Saturday, October 28, 2006
North Korean News Item of the Week [Now with Commentary!]
Important Days of DPRK Observed
Pyongyang, October 25 (KCNA) -- Meetings were held by the Polish Communist Party [too easy], the Genuine Lumumbist Patriotic Party [Down with the unpatriotic fake Lumumbist running-dog lackeys!] of Democratic Congo and the Communist Party of Malta, lectures were sponsored by the Congolese Socialist Party and the Socialist Party of Peru and round-table talks were organized by the Misr Arab Socialist Party [I don't know what "Misr" means in Arabic, but in English it's a good way to address cross-dressers if you're not sure whether they prefer "Ms." or Mr."] of Egypt from October 6 to 11 on the occasion of the 61st anniversary of the Workers' Party of Korea and the 80th anniversary of the formation of the Down-with-Imperialism Union (DIU).

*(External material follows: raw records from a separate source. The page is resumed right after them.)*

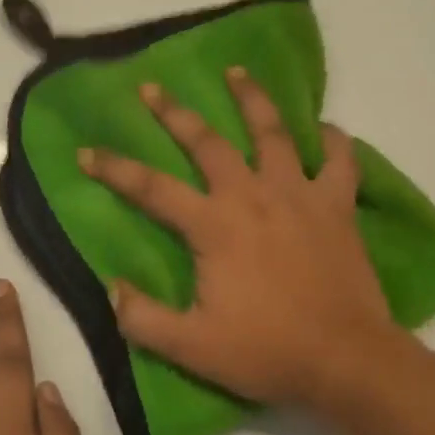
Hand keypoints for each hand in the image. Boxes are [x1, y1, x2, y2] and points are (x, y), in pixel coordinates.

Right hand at [78, 68, 416, 407]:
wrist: (348, 362)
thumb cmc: (267, 351)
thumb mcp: (192, 347)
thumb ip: (143, 319)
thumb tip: (112, 288)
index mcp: (213, 225)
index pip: (151, 188)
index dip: (114, 168)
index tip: (86, 152)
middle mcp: (251, 196)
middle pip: (207, 142)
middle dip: (174, 112)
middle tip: (152, 87)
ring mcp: (298, 195)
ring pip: (273, 132)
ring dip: (252, 99)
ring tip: (237, 72)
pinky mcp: (337, 206)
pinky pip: (339, 161)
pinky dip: (333, 141)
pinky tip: (324, 129)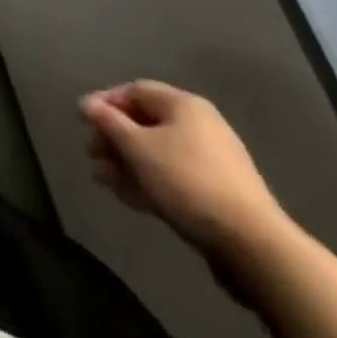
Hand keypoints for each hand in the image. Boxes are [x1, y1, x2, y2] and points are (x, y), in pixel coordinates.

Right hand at [79, 81, 288, 264]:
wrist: (253, 247)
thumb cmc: (187, 181)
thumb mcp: (138, 147)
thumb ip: (108, 122)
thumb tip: (87, 103)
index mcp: (184, 105)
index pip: (135, 90)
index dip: (105, 102)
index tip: (84, 123)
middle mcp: (200, 126)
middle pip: (145, 123)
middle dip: (113, 138)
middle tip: (91, 154)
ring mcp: (212, 162)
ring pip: (157, 153)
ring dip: (126, 163)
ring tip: (102, 179)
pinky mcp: (218, 195)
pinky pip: (173, 177)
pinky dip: (148, 181)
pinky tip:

On display in the venues of the functions were photos showing the exploits performed by the peerlessly great persons [I feel sorry for the ordinarily great persons -- nobody ever wants to look at photos of their exploits. "Please, won't somebody look at these photos of my exploits?" "Your exploits?! Bah! You have peers."] in the party building and their Songun leadership. [They call it "Songun" leadership because everyone says "Son (of a) gun! What leadership!]

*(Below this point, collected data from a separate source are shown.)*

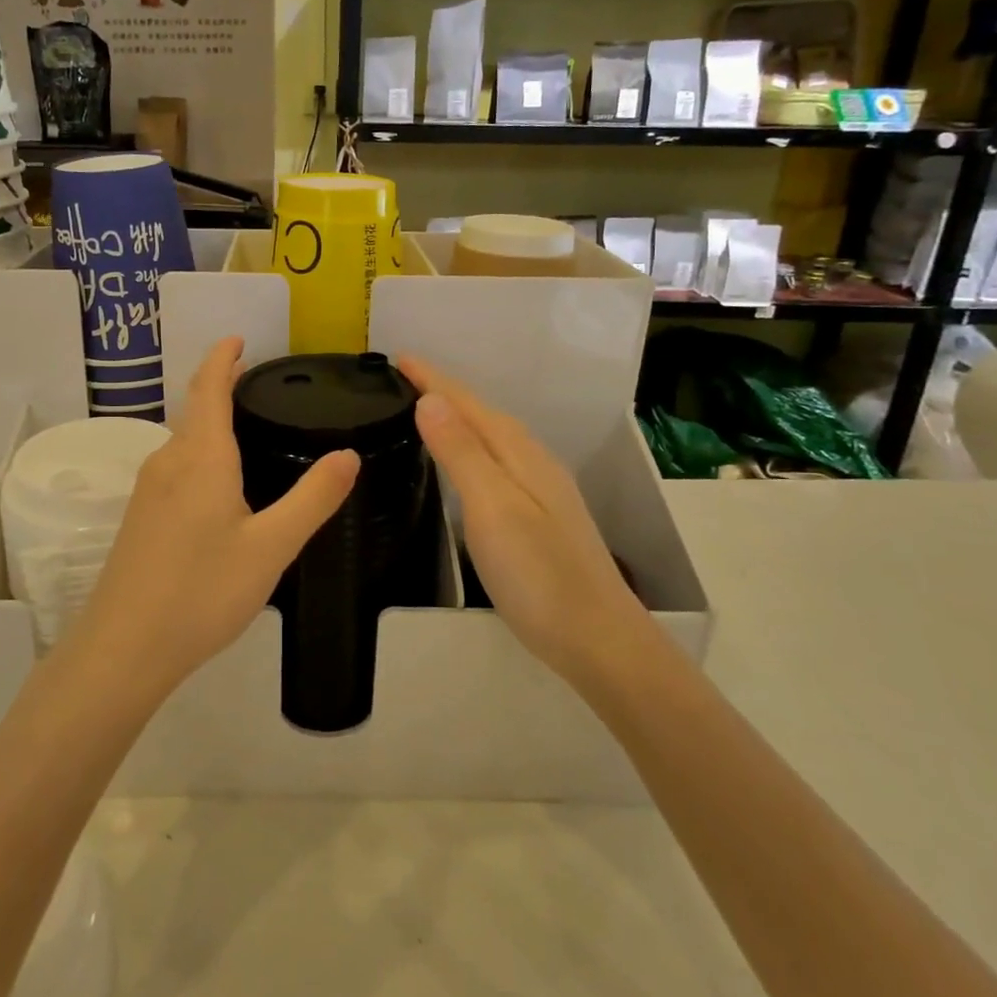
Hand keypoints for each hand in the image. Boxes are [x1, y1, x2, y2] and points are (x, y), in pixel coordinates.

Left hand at [74, 337, 360, 700]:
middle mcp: (168, 462)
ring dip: (210, 425)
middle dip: (221, 390)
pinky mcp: (139, 518)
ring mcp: (147, 491)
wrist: (124, 648)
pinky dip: (200, 456)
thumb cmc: (201, 591)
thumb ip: (312, 498)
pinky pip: (175, 469)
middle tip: (259, 388)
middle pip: (194, 412)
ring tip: (247, 433)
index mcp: (200, 458)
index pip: (208, 388)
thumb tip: (348, 454)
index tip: (238, 338)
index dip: (222, 358)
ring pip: (183, 443)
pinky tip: (219, 487)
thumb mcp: (271, 547)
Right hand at [398, 355, 643, 681]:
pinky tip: (465, 465)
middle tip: (403, 379)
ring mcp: (541, 489)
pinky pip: (497, 461)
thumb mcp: (492, 507)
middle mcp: (533, 461)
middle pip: (482, 414)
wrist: (598, 639)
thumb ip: (461, 452)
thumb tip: (430, 399)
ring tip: (425, 410)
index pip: (467, 403)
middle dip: (443, 392)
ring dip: (458, 419)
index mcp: (518, 453)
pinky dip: (472, 448)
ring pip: (492, 437)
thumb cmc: (538, 574)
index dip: (432, 379)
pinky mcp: (540, 515)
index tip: (398, 357)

Speeches were made there. [They were short.]
Martin Adam [Funny, he doesn't sound Polish.], chairman of the National Executive Committee of the Polish Communist Party [OK, just one. How many Polish Communists does it take to screw in a lightbulb? A thousand and one: 1 to screw in the lightbulb, and 1,000 to build a time machine so they can go on living in the past.], said President Kim Il Sung formed the DIU and provided the historic roots for the party building, adding that this marked a historic event as it meant the beginning of the building of a revolutionary party of the working class.
He highly praised Kim Jong Il for developing the Songun idea [Son of a gun! What an idea!] which originated from the DIU as the most scientific and revolutionary guiding idea as required by the developing reality and leading the cause of independence against imperialism to victory while meeting all the challenges of the imperialists with his tireless Songun leadership. [Son of a gun! His fellow delegates praised Mr. Adam for managing to use the word "Songun" twice in one sentence, but took off points because it was a run-on sentence.]

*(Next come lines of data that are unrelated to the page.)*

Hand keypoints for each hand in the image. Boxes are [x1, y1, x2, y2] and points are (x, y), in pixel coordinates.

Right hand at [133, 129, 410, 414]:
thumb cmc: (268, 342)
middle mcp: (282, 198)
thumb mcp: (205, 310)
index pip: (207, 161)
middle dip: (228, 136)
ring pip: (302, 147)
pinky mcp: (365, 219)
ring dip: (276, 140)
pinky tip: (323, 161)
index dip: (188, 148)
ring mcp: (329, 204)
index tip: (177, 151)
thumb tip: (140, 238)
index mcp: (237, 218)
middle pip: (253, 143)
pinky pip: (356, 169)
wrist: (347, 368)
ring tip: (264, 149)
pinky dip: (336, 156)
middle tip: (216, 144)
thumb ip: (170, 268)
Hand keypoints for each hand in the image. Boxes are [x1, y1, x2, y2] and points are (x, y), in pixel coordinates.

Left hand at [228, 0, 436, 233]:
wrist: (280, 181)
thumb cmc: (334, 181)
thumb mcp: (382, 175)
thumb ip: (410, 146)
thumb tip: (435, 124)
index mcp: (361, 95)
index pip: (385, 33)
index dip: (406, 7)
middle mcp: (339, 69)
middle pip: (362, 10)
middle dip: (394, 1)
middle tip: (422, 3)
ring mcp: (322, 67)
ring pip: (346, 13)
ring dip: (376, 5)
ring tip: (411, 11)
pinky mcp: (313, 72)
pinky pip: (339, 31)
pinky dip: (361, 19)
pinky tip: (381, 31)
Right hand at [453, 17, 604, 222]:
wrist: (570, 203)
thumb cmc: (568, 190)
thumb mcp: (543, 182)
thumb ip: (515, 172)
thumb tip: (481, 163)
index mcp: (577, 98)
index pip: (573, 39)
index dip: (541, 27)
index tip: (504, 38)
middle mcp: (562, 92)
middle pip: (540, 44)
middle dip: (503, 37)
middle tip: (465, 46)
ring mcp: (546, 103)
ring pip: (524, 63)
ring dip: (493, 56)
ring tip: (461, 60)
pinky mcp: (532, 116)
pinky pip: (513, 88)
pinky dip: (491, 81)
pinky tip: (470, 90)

At the end of the functions the participants watched "The Country Taking on More Beautiful Looks under the Leadership of the Great General," "Military Parade and Mammoth Demonstration for Celebrating the 55th Anniversary of the Glorious Workers' Party of Korea" and other Korean films. [Following which, the participants woke up and returned to their hotels.]
Friday, October 27, 2006
Apartment Story
Once there was an apartment building, full of happy people. They grew to be almost like a family. They laughed and cried together, fought and made up, watched each other grow and change. But the apartment grew run down, turned into a slum, partly because of the tenants and partly because of the absentee Slumlord. The tenants weren't happy. The Slumlord grew embarrassed because her building wasn't like the other buildings in the neighborhood. It had a bad reputation in some circles.
Never Wrong drove by and said, "Look at this awful building. The people who live there are horrible." In fact, Never Wrong drove by repeatedly to say this to the tenants. The tenants said, "If you think it's so bad, why don't you move in and help fix it up?" She said "No way. You people are just too horrible." She took her complaints to the Slumlord.
Meanwhile, a Laudable Person in Her Own Mind moved in. She said, "Look at this place. The tenants throw trash everywhere." Then she scattered her own trash all over the building while loudly complaining about other people's trash.
The tenants held a meeting. "We've got to do something about this place," they said. They came up with some ideas on how to do it. The Slumlord showed up at the meeting. "Those are good ideas," she said. "I'm going to manage this building personally now."
The tenants were angry. Several of them said, "You Slumlord. You have no business running this building. It's your fault it got into this condition in the first place."
The Slumlord said, "How dare you call me a slumlord!" and evicted several of the most prominent tenants. All the supers quit. Several long-time tenants moved out.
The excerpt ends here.